### How to complete this task
Below are some records; find each line that carries the word "above" and copy it.

### Supplied records

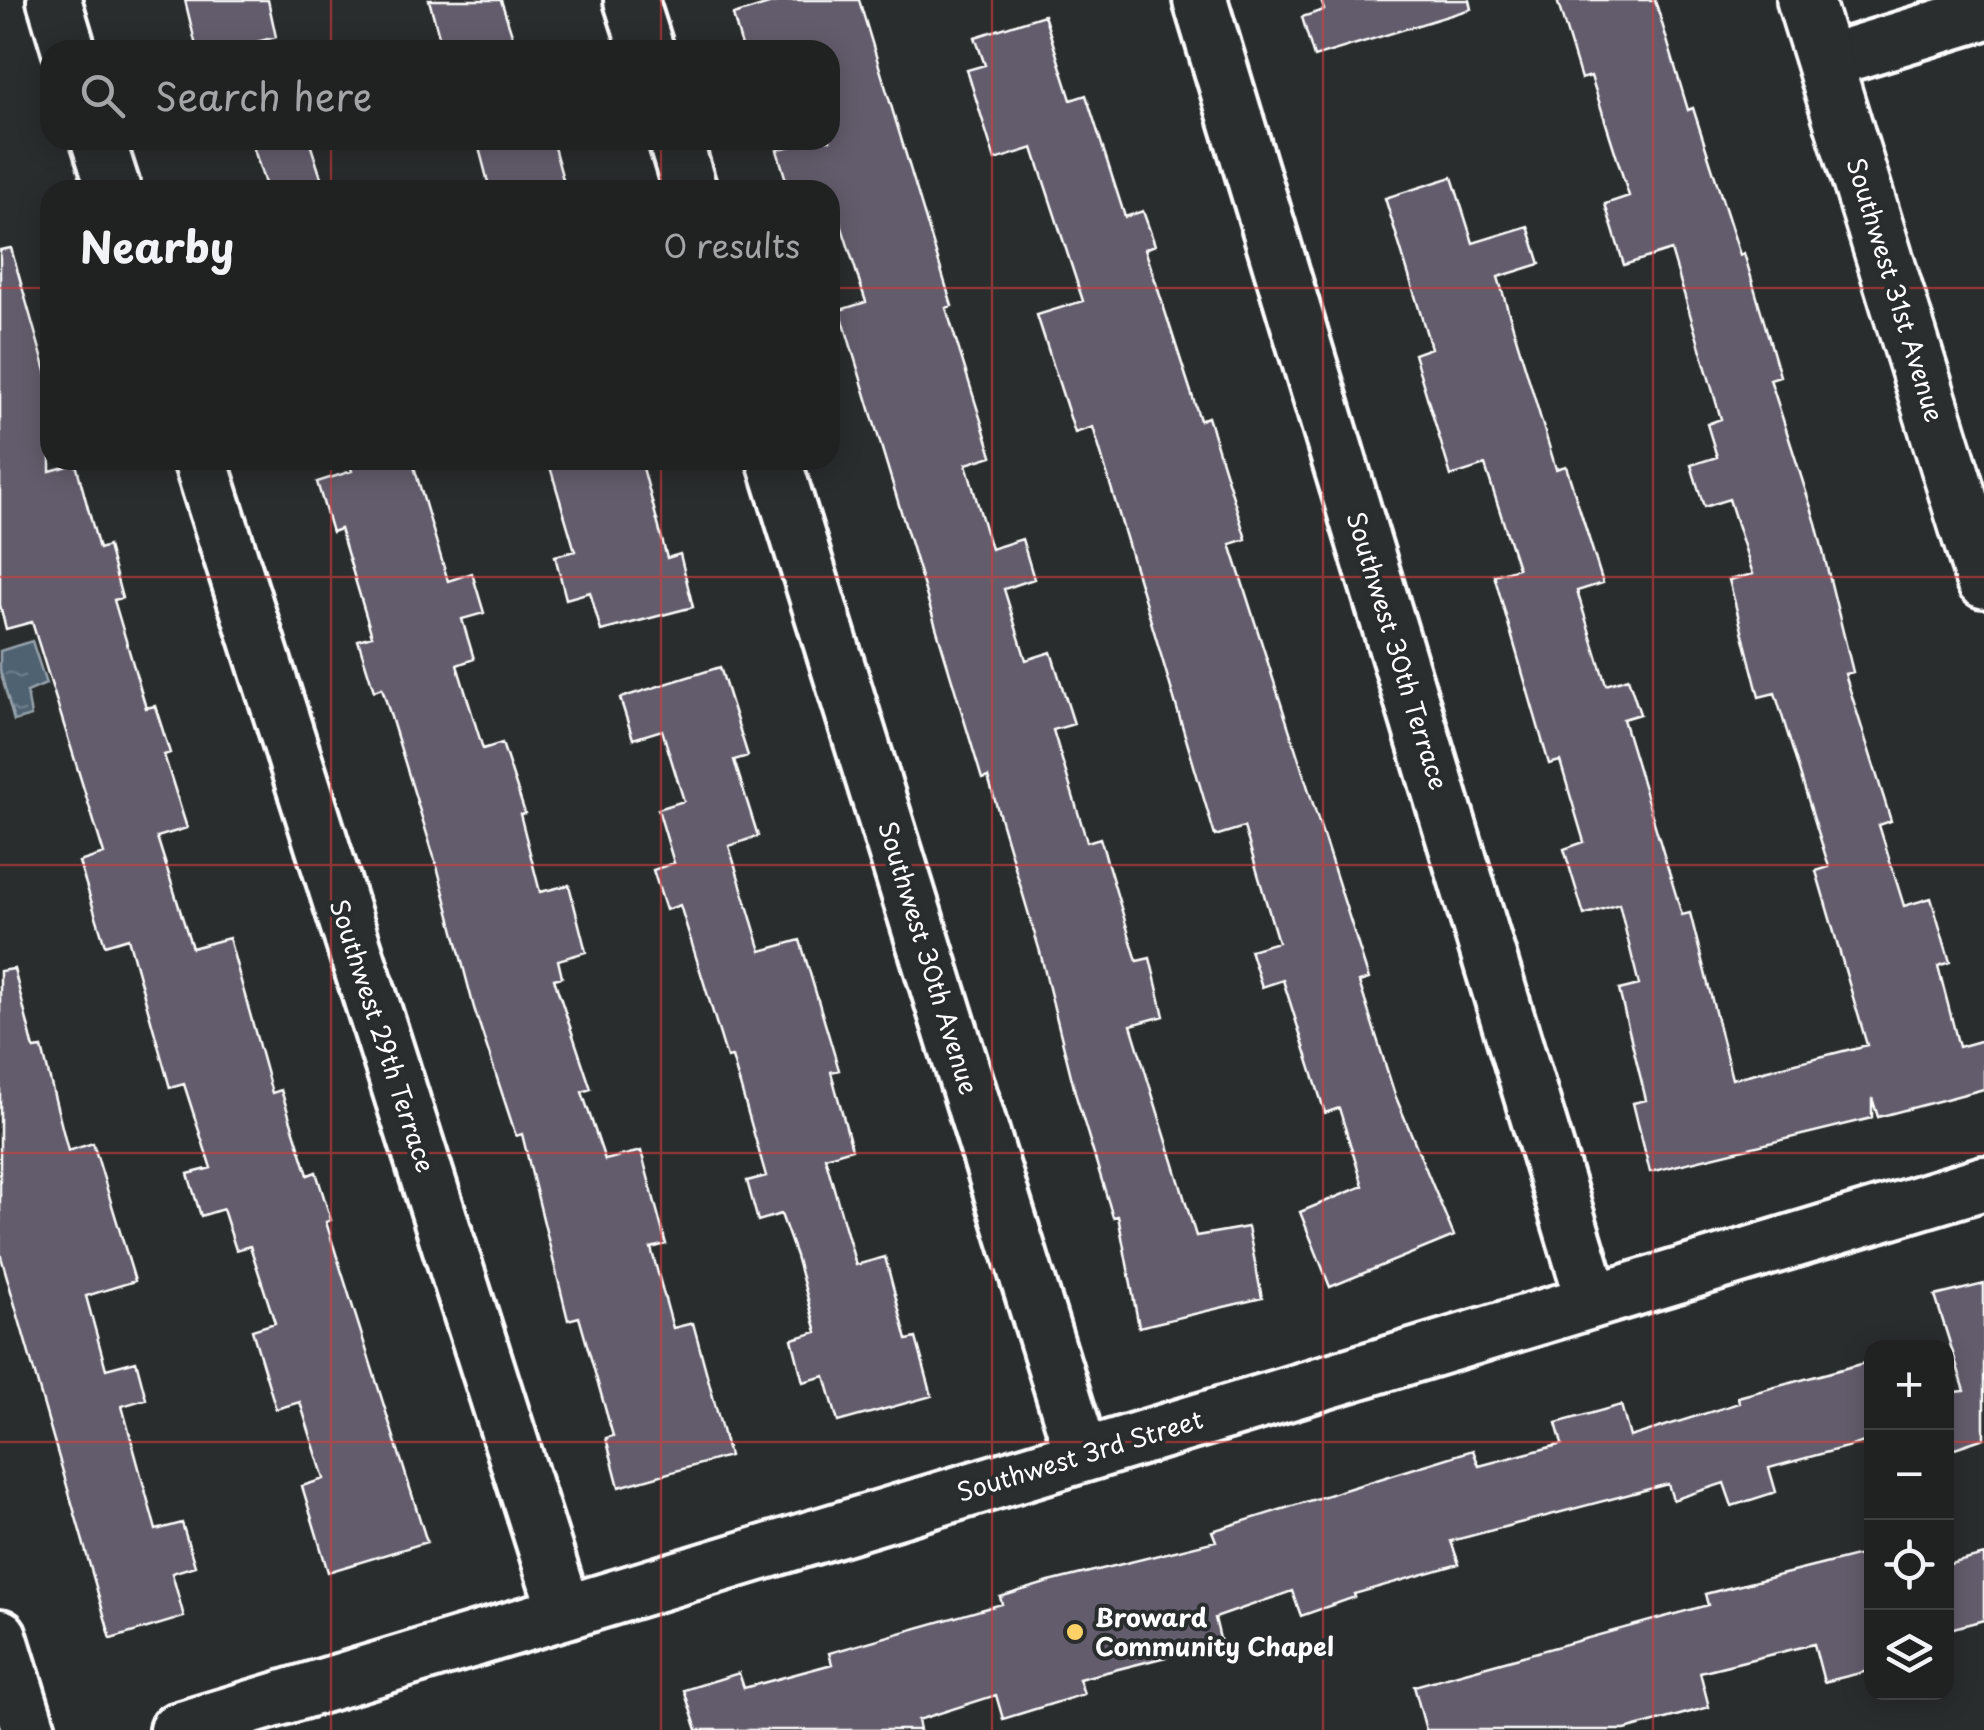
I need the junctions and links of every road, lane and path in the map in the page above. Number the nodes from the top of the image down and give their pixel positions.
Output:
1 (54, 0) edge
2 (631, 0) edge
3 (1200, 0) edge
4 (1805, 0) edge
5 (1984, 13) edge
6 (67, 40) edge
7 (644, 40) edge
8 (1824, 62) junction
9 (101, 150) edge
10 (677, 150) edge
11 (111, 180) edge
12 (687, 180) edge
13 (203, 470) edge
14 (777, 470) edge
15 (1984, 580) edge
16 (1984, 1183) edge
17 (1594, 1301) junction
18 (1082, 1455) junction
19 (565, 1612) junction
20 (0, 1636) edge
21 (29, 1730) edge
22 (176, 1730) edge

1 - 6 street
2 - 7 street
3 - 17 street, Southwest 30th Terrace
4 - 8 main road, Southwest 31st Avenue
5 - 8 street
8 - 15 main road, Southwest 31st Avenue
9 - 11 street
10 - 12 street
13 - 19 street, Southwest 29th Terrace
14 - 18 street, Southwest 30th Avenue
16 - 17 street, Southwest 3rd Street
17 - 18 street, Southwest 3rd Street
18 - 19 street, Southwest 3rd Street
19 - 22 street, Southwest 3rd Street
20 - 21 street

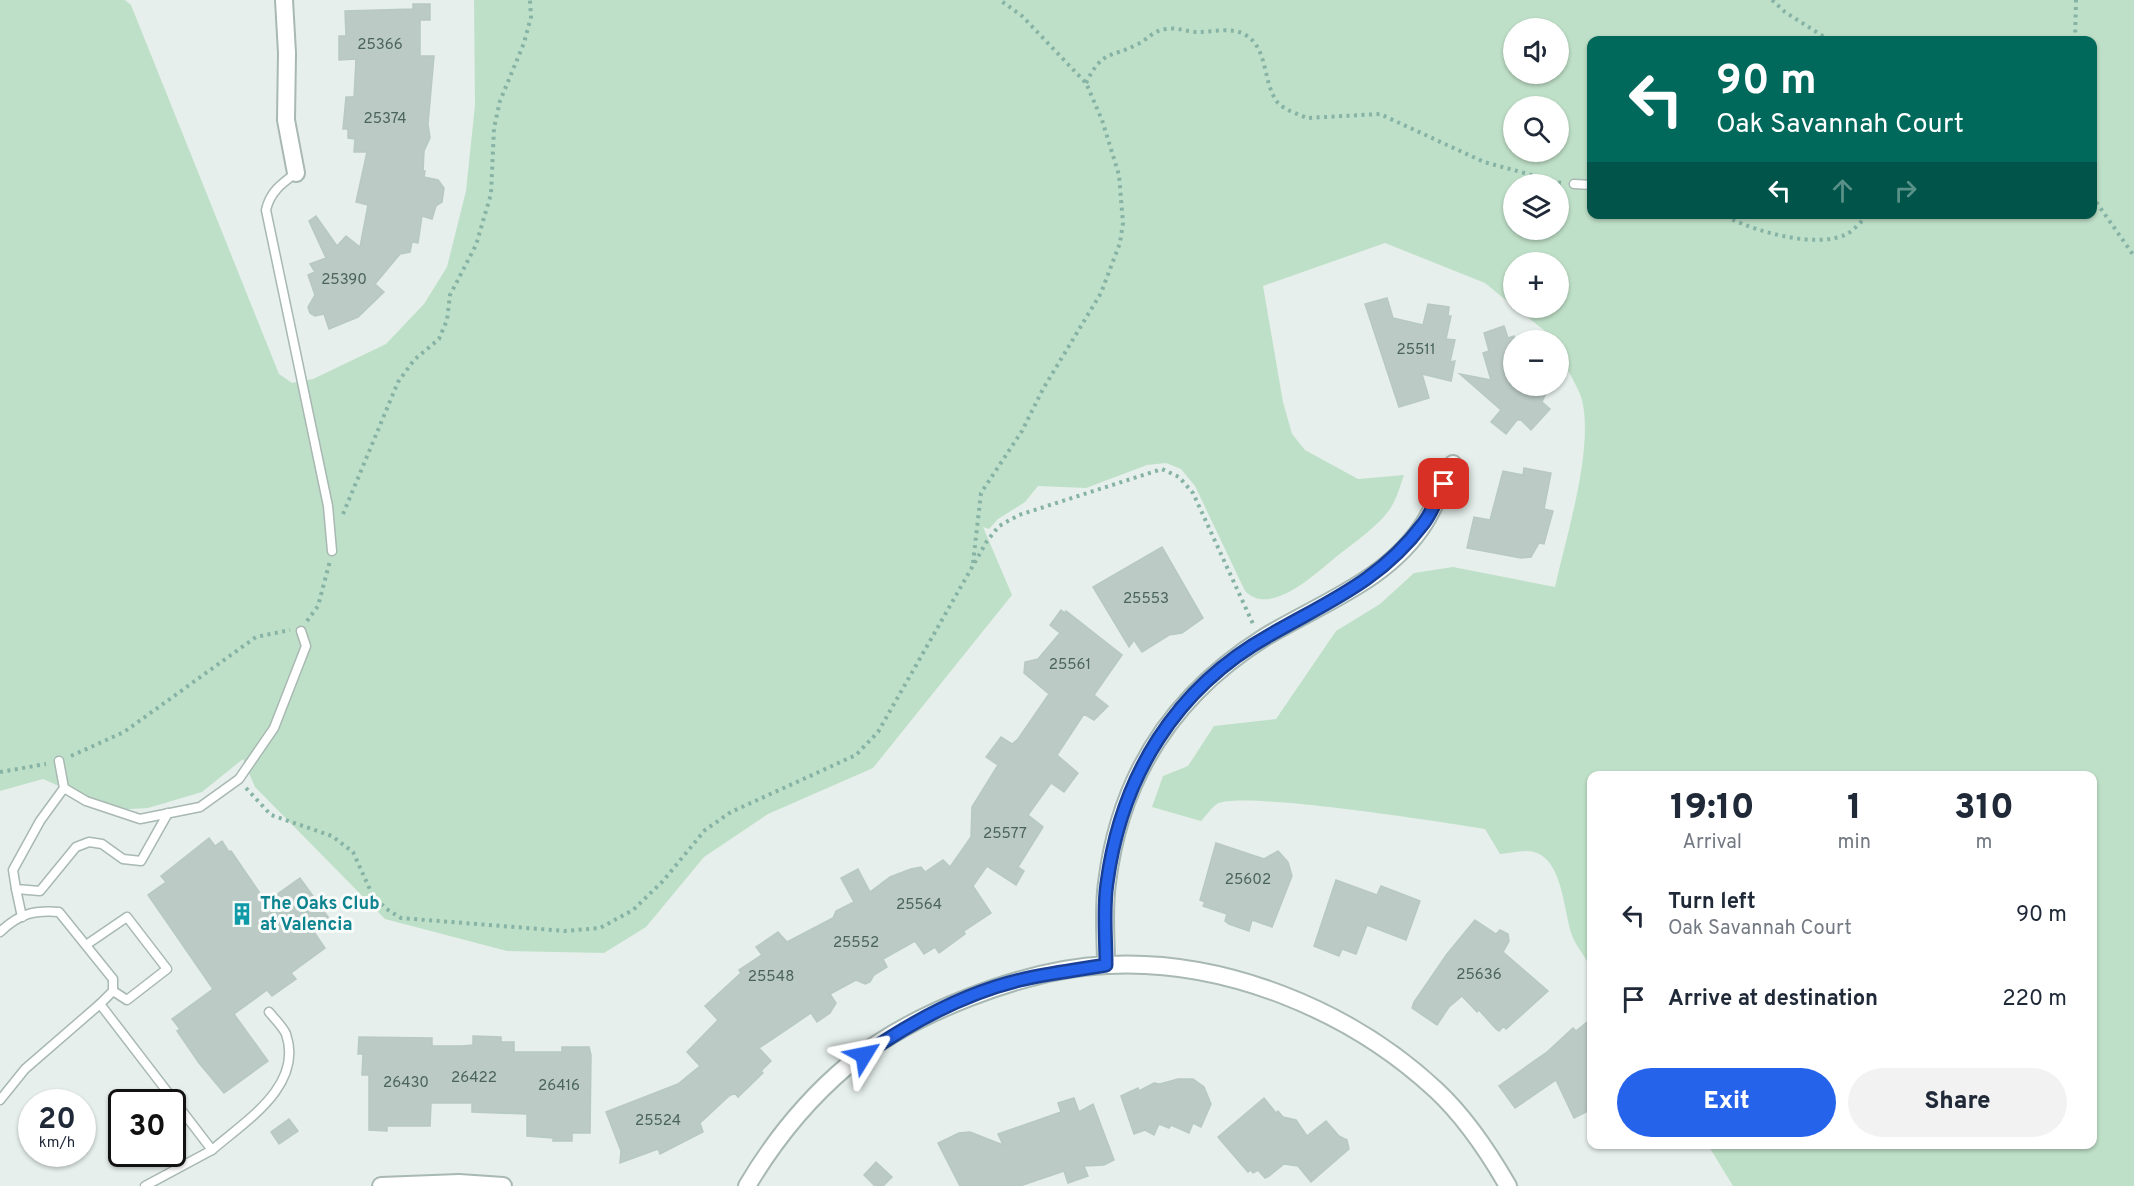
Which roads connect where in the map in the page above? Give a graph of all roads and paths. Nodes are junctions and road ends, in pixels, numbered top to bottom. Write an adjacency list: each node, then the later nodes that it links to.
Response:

### Result of the exercise
I need the junctions and links of every road, lane and path in the map in the page above. Number the nodes from the top of the image down and give their pixel positions.
Which roads connect where in the map in the page above? Give a graph of all roads and paths. Nodes are junctions and road ends, in pixels, numbered top to bottom. Write an adjacency list: each node, then the later nodes that it links to.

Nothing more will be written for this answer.